Plus de 400 salles obscures, environ 500 films à l’affiche chaque semaine, plus de 27 millions de spectateurs par an : Paris est réputée comme l'une des meilleures villes culturelles, et la densité des cinémas qu'elle abrite n'y est pas pour rien. Si la majorité des établissements sur son sol sont des cinémas de circuits - Pathé, MK2, UGC, CGR -, la dizaine de cinémas indépendants restante reste menacée par la spéculation immobilière. Un phénomène qu'a voulu endiguer le Conseil de Paris en adoptant une mesure inédite dans son nouveau plan local d'urbanisme (PLU).
Inscrire la spécificité des cinémas dans la loi
Si, en 30 ans, Paris est passé de 20 à 4 cinémas sur les Champs-Elysées, ce n'est pas par hasard : "Une salle de cinéma a besoin de pas mal de surface, et sa rentabilité au mètre carré est très inférieure à n’importe quelle activité commerciale", explique Michel Gomez, délégué de la mission cinéma à la mairie de Paris, au Parisien. Ainsi, jusqu'à récemment, si un cinéma faisait faillite, un investisseur pouvait le reprendre et le transformer en commerce quelconque ; il n'avait pas l'obligation de perpétuer son activité culturelle. Mais ça, c'était avant la brillante initiative du Conseil de Paris, situé majoritairement à gauche.
Pour faire bouger les lignes, les conseillers ont profité de la révision du code de l'urbanisme. Ceux-ci peuvent désormais faire l'objet de spécificités dans le PLU, permettant de les protéger. Les petites et moyennes exploitations ont été inscrites dans la catégorie des "logements" ; ainsi, les bailleurs ou d’éventuels futurs acquéreurs ne pourront pas transformer ces surfaces en bureaux ou y installer un autre type d’activité commerciale. Les réseaux d'exploitation français, eux, ne sont pas concernés, puisque pas, ou peu, menacés.
Le Luminor sauvé ?
Quid de la situation du Luminor, dernier cinéma indépendant du Marais, menacé de fermeture depuis 2020 ? Pas sûr que ce PLU puisse le sauver, aussi innovant soit-il. En cause, sa localisation : "Le cinéma se situe dans l’une des seules zones parisiennes où les règles fixées par le PLU ne s’appliquent pas", regrette Michel Gomez dans les colonnes du quotidien.

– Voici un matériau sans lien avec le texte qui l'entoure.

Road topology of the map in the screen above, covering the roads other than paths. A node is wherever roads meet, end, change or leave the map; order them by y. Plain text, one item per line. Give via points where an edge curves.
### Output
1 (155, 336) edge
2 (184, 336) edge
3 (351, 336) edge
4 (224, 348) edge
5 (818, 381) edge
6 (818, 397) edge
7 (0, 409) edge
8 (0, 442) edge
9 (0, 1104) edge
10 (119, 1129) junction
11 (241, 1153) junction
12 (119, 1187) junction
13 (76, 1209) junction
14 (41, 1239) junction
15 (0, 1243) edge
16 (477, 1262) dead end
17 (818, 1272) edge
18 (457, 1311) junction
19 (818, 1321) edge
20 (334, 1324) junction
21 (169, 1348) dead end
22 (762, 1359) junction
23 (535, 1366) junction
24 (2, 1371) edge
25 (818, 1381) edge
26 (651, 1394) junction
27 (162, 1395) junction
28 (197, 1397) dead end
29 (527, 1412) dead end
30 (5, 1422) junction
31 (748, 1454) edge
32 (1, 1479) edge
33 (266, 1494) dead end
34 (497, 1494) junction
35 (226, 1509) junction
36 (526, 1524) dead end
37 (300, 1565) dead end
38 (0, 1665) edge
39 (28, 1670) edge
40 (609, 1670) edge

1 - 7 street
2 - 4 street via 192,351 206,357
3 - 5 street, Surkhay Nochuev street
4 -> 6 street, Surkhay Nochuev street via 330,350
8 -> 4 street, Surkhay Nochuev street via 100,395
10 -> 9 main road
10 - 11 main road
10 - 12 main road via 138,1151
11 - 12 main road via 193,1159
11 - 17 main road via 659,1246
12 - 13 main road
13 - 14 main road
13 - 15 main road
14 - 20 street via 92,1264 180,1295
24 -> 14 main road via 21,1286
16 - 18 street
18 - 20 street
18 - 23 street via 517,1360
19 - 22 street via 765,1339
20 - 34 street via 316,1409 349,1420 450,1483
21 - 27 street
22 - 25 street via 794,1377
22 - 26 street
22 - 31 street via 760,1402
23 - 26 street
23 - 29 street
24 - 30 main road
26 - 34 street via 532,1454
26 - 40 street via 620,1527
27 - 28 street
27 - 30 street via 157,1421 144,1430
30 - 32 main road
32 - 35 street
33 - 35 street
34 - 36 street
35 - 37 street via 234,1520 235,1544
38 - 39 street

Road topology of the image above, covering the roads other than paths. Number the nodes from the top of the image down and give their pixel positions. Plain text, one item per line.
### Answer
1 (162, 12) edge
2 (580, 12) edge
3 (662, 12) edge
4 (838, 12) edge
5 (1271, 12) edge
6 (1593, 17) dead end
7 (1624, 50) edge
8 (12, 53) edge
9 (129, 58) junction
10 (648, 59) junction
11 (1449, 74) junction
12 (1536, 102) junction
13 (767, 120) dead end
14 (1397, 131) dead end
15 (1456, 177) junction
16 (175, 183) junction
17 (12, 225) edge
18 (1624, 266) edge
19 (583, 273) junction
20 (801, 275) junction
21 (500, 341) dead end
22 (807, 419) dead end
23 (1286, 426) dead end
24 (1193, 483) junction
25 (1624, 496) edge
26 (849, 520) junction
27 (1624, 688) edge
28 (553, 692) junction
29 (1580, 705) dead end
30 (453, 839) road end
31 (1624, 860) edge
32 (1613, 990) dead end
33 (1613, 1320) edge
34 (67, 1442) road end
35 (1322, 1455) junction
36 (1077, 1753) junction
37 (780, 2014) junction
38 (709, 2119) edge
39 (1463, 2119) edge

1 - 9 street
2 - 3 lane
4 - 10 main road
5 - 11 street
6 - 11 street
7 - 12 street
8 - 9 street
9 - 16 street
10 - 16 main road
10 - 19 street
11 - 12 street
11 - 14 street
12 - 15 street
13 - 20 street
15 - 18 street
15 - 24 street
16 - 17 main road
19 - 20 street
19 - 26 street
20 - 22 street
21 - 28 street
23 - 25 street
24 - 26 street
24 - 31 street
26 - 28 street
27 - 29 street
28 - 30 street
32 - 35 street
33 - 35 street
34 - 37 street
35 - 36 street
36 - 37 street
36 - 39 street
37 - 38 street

Les mesures adoptées récemment ne sont pas encore transposées au plan de sauvegarde et de mise en valeur (PSMV) qui s'applique au Marais : il faudrait une "refonte de ce plan" pour parvenir à généraliser ces éléments, ce qui met souvent quelques années. Seul espoir, porté par la majorité socialiste : la saisine du dossier par le ministère de la Culture, actuellement en stand by avec le remaniement du gouvernement.